Have you ever heard the expression, “Your mouth is a mirror of your insides”?
For some people there is strong evidence to suggest that the above statement may be true and that visible problems in the oral cavity could possibly indicate a more general medical concern.
I truly believe this and preach daily to my patients whilst emphasising the importance of a regular dental check up, good oral hygiene and education.
You can tell a lot by looking inside someone’s mouth; whether they smoke or not, have a high sugar diet, are stressed and nervous, or on certain types of medication, dehydrated and even their age! Everyone’s mouth and history is different.

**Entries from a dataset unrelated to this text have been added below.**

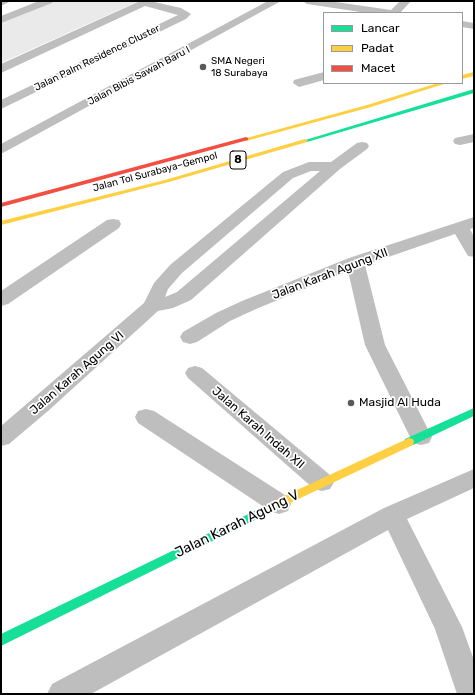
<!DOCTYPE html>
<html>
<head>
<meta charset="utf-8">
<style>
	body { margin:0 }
	#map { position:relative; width:475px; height:695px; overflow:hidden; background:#fff; font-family:Rubik,sans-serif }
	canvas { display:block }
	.frame { position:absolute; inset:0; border:2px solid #000; pointer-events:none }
	.legend { position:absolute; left:323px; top:12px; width:140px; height:72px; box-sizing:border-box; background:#fff; border:1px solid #999; margin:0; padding:5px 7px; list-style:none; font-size:12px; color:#000 }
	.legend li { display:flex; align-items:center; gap:8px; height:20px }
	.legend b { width:20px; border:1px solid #999 }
</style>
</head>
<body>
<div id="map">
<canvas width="475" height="695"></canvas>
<div class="frame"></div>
<ul class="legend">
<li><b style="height:5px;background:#16e098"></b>Lancar</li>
<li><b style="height:5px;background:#ffcf43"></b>Padat</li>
<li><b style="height:5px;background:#f24e42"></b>Macet</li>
</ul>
</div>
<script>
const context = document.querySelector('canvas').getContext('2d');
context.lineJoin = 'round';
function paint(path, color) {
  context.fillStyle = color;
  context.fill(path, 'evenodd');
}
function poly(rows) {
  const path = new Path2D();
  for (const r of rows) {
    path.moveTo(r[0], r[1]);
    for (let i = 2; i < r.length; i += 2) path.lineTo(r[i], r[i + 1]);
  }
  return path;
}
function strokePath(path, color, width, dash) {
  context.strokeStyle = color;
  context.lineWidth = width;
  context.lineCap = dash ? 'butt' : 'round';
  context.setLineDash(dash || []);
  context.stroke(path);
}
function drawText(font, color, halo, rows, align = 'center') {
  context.font = font + ' Rubik,sans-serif';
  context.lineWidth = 3.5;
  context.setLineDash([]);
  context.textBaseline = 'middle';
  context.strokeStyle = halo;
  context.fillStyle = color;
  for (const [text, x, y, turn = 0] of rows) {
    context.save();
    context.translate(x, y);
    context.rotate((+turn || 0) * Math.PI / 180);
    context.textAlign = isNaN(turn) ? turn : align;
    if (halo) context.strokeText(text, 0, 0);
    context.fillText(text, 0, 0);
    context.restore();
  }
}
paint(poly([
	[43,1,139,1,1,63,1,18]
]), '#eaeaea');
paint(poly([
	[1,1,11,1,1,6,1,1],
	[39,1,53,1,52,3,1,23,1,16,39,1],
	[140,1,150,1,181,8,191,14,186,19,1,109,1,100,178,15,145,6,1,73,1,64,140,1],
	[268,1,281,1,1,154,1,144,268,1],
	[302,1,329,1,391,10,400,1,411,1,400,13,367,13,307,4,302,1],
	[462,21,474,23,474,29,462,27,462,21],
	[324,72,324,80,299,87,293,83,294,80,324,72],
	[474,134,474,142,460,145,455,144,453,141,455,138,474,134],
	[362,142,367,143,369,146,367,149,340,169,191,300,173,308,158,311,48,411,9,444,1,446,1,426,144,303,154,283,170,265,283,172,309,162,331,162,357,143,362,142],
	[311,171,320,171,177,292,165,297,168,289,182,273,293,178,311,171],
	[474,217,474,228,470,229,474,237,474,257,468,256,455,234,365,265,385,345,432,437,429,443,421,445,413,443,365,345,348,271,256,309,230,321,197,342,190,344,183,342,180,337,183,332,216,313,242,301,349,258,474,217],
	[113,219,119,220,121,224,119,228,8,304,1,306,1,291,107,220,113,219],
	[195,366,202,368,330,475,334,482,330,489,322,491,314,489,188,378,185,373,188,368,195,366],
	[146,409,154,411,288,497,291,504,288,511,279,514,270,511,138,423,135,417,138,411,146,409],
	[474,469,474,488,407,519,462,627,474,660,474,694,457,694,435,629,388,530,91,694,47,694,52,684,384,508,474,469]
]), '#bebebe');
paint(poly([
	[474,89,474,93,307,142,302,141,474,89],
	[474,408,474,416,413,445,409,446,405,445,404,442,405,439,474,408],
	[271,503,275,504,276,507,275,510,1,646,1,634,271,503]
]), '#16e098');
paint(poly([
	[474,72,474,76,462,79,462,75,474,72],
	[438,83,447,83,371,107,246,141,243,139,367,105,438,83],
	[305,139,308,141,307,142,169,182,1,225,1,221,165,180,305,139],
	[409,438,413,439,414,442,413,445,275,510,271,511,267,510,266,507,267,504,409,438]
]), '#ffcf43');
paint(poly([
	[246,137,248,138,248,140,1,207,1,203,246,137]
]), '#f24e42');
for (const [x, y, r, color] of [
	[203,67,4,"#595959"],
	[351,403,4,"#595959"]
]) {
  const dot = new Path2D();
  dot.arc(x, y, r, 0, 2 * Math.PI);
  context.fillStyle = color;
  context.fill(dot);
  strokePath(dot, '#fff', 1.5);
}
drawText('10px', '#000', '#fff', [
	["Jalan Palm Residence Cluster",97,58,-26],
	["Jalan Bibis Sawah Baru I",139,76,-28],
	["Jalan Tol Surabaya–Gempol",155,172,-15]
]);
drawText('10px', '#000', '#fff', [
	["SMA Negeri",211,61],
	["18 Surabaya",211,73]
], 'left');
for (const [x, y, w] of [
	[238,160,16]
]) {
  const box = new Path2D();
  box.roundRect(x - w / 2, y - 9, w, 18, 3);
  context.fillStyle = '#fff';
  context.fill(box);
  strokePath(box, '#000', 1);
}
drawText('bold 11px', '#000', null, [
	["8",238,160]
]);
drawText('12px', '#000', '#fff', [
	["Jalan Karah Agung XII",330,274,-21],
	["Jalan Karah Agung VI",77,373,-41],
	["Jalan Karah Indah XII",258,428,41]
]);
drawText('12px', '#000', '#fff', [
	["Masjid Al Huda",359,403]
], 'left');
drawText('14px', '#000', '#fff', [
	["Jalan Karah Agung V",237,524,-26]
]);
</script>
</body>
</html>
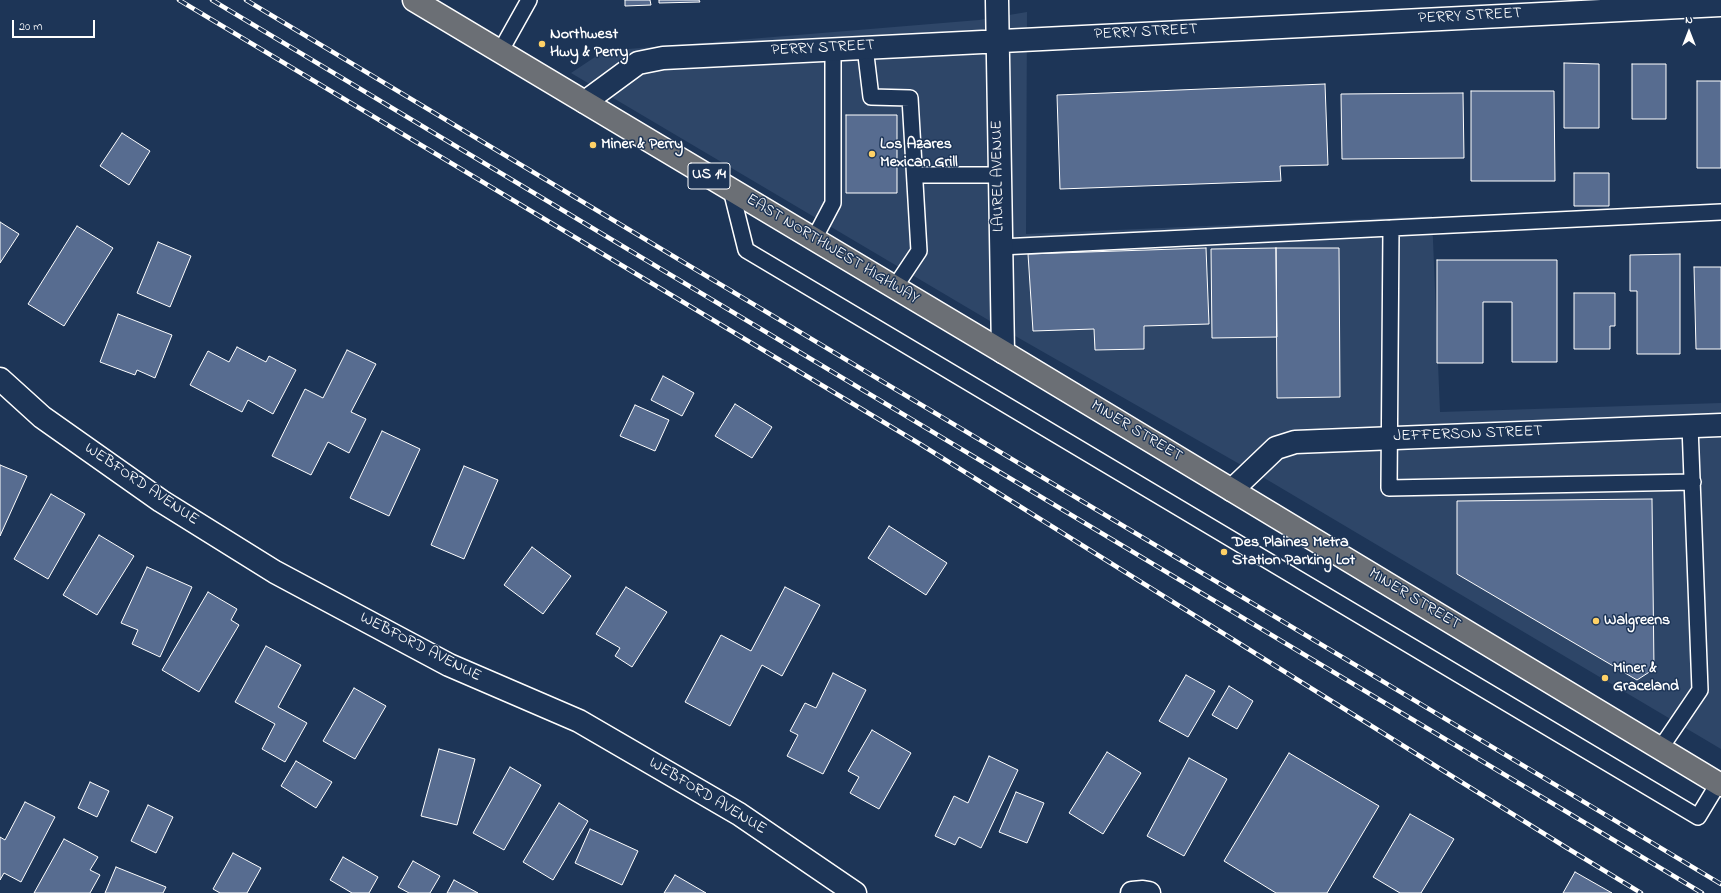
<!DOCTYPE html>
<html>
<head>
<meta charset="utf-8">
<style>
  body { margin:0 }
  #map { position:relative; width:1721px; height:893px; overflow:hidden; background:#1d3557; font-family:"Indie Flower",sans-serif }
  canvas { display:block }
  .north { position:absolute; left:1669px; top:12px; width:40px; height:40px; -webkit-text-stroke:3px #1d3557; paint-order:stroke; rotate:0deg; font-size:11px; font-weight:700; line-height:16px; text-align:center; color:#fff }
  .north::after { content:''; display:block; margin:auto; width:14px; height:18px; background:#fff; clip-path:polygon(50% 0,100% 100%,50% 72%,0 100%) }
  .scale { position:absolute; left:12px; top:20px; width:83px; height:18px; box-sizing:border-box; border:2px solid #fff; border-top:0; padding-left:5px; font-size:12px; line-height:14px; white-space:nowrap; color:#fff; -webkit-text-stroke:3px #1d3557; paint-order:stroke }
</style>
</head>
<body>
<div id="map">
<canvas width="1721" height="893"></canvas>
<div class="north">N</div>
<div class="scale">20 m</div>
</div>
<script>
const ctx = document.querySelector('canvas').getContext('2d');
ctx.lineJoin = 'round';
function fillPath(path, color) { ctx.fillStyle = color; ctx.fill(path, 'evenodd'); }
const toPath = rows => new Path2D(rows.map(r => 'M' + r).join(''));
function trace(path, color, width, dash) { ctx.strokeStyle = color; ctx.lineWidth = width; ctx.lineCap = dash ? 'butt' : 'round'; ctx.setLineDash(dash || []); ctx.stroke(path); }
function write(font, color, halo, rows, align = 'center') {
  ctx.font = font + ' "Indie Flower",sans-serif'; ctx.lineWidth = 3; ctx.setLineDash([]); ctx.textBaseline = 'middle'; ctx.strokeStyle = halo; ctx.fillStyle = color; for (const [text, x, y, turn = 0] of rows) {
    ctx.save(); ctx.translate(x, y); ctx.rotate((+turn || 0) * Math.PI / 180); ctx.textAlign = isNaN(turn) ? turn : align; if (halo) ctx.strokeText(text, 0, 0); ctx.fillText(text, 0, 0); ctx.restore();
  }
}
fillPath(toPath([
  [1027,12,1026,234,1432,216,1440,412,1721,403,1721,749,1271,482,1017,337,571,73,604,51,979,20]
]), '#2e4668');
const building = toPath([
  [625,0,650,0,651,5,625,6,625,0],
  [659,0,699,0,700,2,659,3,659,0],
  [1564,63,1599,64,1599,128,1564,128,1564,63],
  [1632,64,1666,64,1666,119,1632,119,1632,64],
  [1697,81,1721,81,1721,168,1697,168,1697,81],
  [1325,84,1328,165,1280,166,1281,181,1060,189,1057,95,1325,84],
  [1471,91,1554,91,1555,181,1471,181,1471,91],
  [1463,93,1464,158,1342,159,1341,94,1463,93],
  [846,115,897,115,897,193,846,193,846,115],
  [122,133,150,151,129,185,100,166,122,133],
  [1574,173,1609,173,1609,206,1574,206,1574,173],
  [0,222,19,234,0,263,0,222],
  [77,226,113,248,64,326,28,304,77,226],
  [158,242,191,256,170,307,137,293,158,242],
  [1206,248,1209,324,1144,326,1144,349,1095,350,1094,329,1033,331,1028,254,1206,248],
  [1276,248,1339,248,1340,397,1277,398,1276,248],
  [1276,248,1277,337,1212,338,1211,249,1276,248],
  [1680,254,1680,354,1637,354,1637,291,1630,291,1630,255,1680,254],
  [1437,260,1557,260,1557,362,1512,362,1512,302,1483,302,1483,363,1437,363,1437,260],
  [1694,267,1721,267,1721,349,1696,349,1694,267],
  [1574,293,1615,293,1615,326,1610,326,1610,349,1574,349,1574,293],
  [118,314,172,335,155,378,137,370,135,375,100,362,118,314],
  [237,347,266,362,269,356,296,370,273,414,248,400,242,412,190,385,208,351,229,362,237,347],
  [347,350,376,364,351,412,366,419,349,453,328,442,311,475,272,456,305,389,323,398,347,350],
  [663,376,694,393,682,416,651,400,663,376],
  [735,404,772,427,752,458,715,436,735,404],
  [635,405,669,420,655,451,620,436,635,405],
  [382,431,420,449,389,516,350,498,382,431],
  [0,465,27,476,0,536,0,465],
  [464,466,498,480,464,559,431,545,464,466],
  [51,494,85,514,48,579,14,559,51,494],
  [1652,499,1654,669,1637,680,1457,574,1457,501,1652,499],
  [889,526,947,563,926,595,868,558,889,526],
  [99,535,134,556,97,615,63,595,99,535],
  [532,547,571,576,543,614,504,585,532,547],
  [147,567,192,587,160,657,132,644,138,630,121,623,147,567],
  [626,587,667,612,632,667,615,656,620,648,596,634,626,587],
  [785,587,820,605,782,676,762,665,730,726,685,702,721,635,751,651,785,587],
  [208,592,237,609,231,620,239,625,199,692,162,670,208,592],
  [266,646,301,665,278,707,307,723,285,762,262,749,275,724,235,702,266,646],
  [833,673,866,690,823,774,787,756,798,735,790,731,805,703,816,708,833,673],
  [1186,675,1215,691,1188,737,1159,721,1186,675],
  [1229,686,1253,701,1237,729,1212,715,1229,686],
  [354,688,386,706,355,759,323,741,354,688],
  [872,730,911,753,879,809,850,793,859,777,848,771,872,730],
  [439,749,475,759,457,825,421,816,439,749],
  [1107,752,1141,773,1103,834,1069,813,1107,752],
  [1289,753,1379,806,1327,893,1276,893,1224,861,1289,753],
  [989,756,1018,770,981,848,959,837,955,845,935,836,954,796,968,803,989,756],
  [1189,758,1227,779,1184,856,1147,836,1189,758],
  [296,761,332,782,316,808,281,786,296,761],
  [510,767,541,785,504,850,473,833,510,767],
  [90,782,109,791,97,817,78,808,90,782],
  [1016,792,1044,803,1027,843,999,832,1016,792],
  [25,802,55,817,21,882,4,873,0,880,0,837,5,840,25,802],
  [559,803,588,821,553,880,523,862,559,803],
  [148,805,173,817,156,853,131,841,148,805],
  [1410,814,1454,839,1421,893,1400,893,1373,877,1410,814],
  [590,829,638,851,622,885,575,863,590,829],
  [64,839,98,857,90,870,100,875,90,893,34,893,64,839],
  [233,853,261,868,247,893,220,893,213,889,233,853],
  [343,857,378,877,369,893,352,893,330,880,343,857],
  [413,861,440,876,430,893,409,893,398,887,413,861],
  [116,867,166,887,163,893,105,893,116,867],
  [1575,872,1612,893,1563,893,1575,872],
  [675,875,706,893,664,893,675,875],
  [454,880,478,893,447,893,454,880]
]);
fillPath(building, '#576c90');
trace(building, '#fff', 1);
const lane = toPath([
  [865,47,871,97,910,98,919,251,895,287],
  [500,52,529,0],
  [915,175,999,175],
  [731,190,746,250,1698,817,1718,784],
  [1391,228,1389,488,1693,482],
  [814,239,833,203,833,49],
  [1000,247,1721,212],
  [1660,749,1700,690,1690,426]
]);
const street = toPath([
  [997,0,1003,352],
  [585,102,638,63,663,58,1721,5],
  [0,379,42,417,161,501,275,572,449,665,579,721,739,814,855,893],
  [1232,490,1276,448,1295,442,1721,425],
  [1132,893,1143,892,1149,893]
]);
const primary = toPath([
  [414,0,1003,352,1721,785]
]);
trace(lane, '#fff', 18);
trace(street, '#fff', 25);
trace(primary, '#fff', 25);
trace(lane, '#1d3557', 15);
trace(street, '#1d3557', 22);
trace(primary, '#6b6f75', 22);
const rail = toPath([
  [179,0,920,444,1567,848,1641,893],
  [212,0,1702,893],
  [246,0,1721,884]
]);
trace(rail, '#fff', 4.5);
trace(rail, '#1d3557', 3, [9]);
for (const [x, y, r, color] of [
  [542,44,4,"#ffd166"],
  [593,145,4,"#ffd166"],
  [872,154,4,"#ffd166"],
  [1224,552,4,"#ffd166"],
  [1596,621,4,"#ffd166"],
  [1605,678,4,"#ffd166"]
]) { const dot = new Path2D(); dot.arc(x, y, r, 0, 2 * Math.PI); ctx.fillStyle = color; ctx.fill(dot); trace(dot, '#1d3557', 1.5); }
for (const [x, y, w] of [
  [709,176,42]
]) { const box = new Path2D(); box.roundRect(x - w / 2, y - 13, w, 26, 3); ctx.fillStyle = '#1d3557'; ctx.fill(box); trace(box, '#fff', 1); }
write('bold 15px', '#fff', null, [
  ["US 14",709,176]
]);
write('16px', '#fff', '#1d3557', [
  ["PERRY STREET",1470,17,-3],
  ["PERRY STREET",1146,33,-3],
  ["PERRY STREET",823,49,-3],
  ["LAUREL AVENUE",999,176,-91],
  ["EAST NORTHWEST HIGHWAY",832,250,31],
  ["MINER STREET",1136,432,31],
  ["JEFFERSON STREET",1468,435,-2],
  ["WEBFORD AVENUE",141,485,34],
  ["MINER STREET",1414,600,31],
  ["WEBFORD AVENUE",420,648,27],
  ["WEBFORD AVENUE",707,797,31]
]);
write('bold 16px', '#fff', '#1d3557', [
  ["Northwest",550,35],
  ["Hwy & Perry",550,53],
  ["Miner & Perry",601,145],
  ["Los Azares",880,145],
  ["Mexican Grill",880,163],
  ["Des Plaines Metra",1232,543],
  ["Station Parking Lot",1232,561],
  ["Walgreens",1604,621],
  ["Miner &",1613,669],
  ["Graceland",1613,687]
], 'left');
</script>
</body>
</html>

I believe it is important for a DCP to look for more than the obvious. I feel a bit like a secondary filter. After all, it is our duty of care. The most obvious being, double-checking soft tissues for any abnormalities that may need to be recorded, taking photographs or having things reviewed again by the dentist. It’s better to be safe than sorry, right?
As some of you may already know, on-going research shows that there are strong links between periodontal (gum) disease with systemic disorders such as diabetes. Other research suggests a link between the health of one’s mouth to other conditions including cardiovascular disease, respiratory disease and even dementia.
Diabetes is more common these days
The probable factors, which may link periodontal disease to diabetes, are that diabetics are known to have a compromised immune system, which could increase the risk due to vulnerability. This also affects the healing process of the gums. Chemicals may also be produced by over-weight diabetics due to excess lipids that are known to be linked to inflammation of the gums. New research has also shown that one is more likely to develop diabetes if you already have gum disease.
Cardiovascular Disease. “Love your heart. Love your teeth”!
The bacteria in the mouth aiding gum disease are known to produce protein which may cause platelets in the blood to clot together in blood vessels of the heart reducing normal blood flow restricting necessary amounts of oxygen. This could result in a heart attack. It is believed that a patient with gum disease is twice as likely to develop coronary artery disease.
Any patient with gum disease also has a high risk of losing teeth prematurely. This can affect confidence, speaking and eating. One’s smile and mouth is personal, signatory and important for its functional uses as well as your well-being.
As with most diseases, prevention is cheaper than a cure. Maintaining good oral hygiene can generally prevent periodontal disease and reduce tooth decay.
In the chair
From my own experience, I have noticed when someone feels under the weather that it is common for him or her to have poor oral hygiene, have ulcers, cold sores and feel sick. The last thing you want to do is clean your teeth. This is where I encourage my patients to change their way of thinking.
Another example is when patients’ gums bleed, naturally they say they want to stop brushing but in fact I tell them of the need to increase their oral hygiene regime in order to make things better. This in itself is a challenge, but working over 4 years at one practice means I’ve learned to know the patients well and gained their trust and support. After following the “backward” advice, the patients found me to be correct; things did get better for them. They stated their teeth felt cleaner, gums healthy, fresh breath and overall happier in their appearance, feeling good!
Another example from my own experience to date is that I’ve referred a number of medically fit and well patients complaining of regular mouth ulcers back to dentists who subsequently refer the patient, where necessary, on to their doctor for blood tests that could diagnose any diet deficiencies and gastric problems. Even advanced erosion in ones mouth could be a sign of gastric problems. This is common and can be rectified by correct oral diagnosis and simply referring the patient back to their doctor for medication.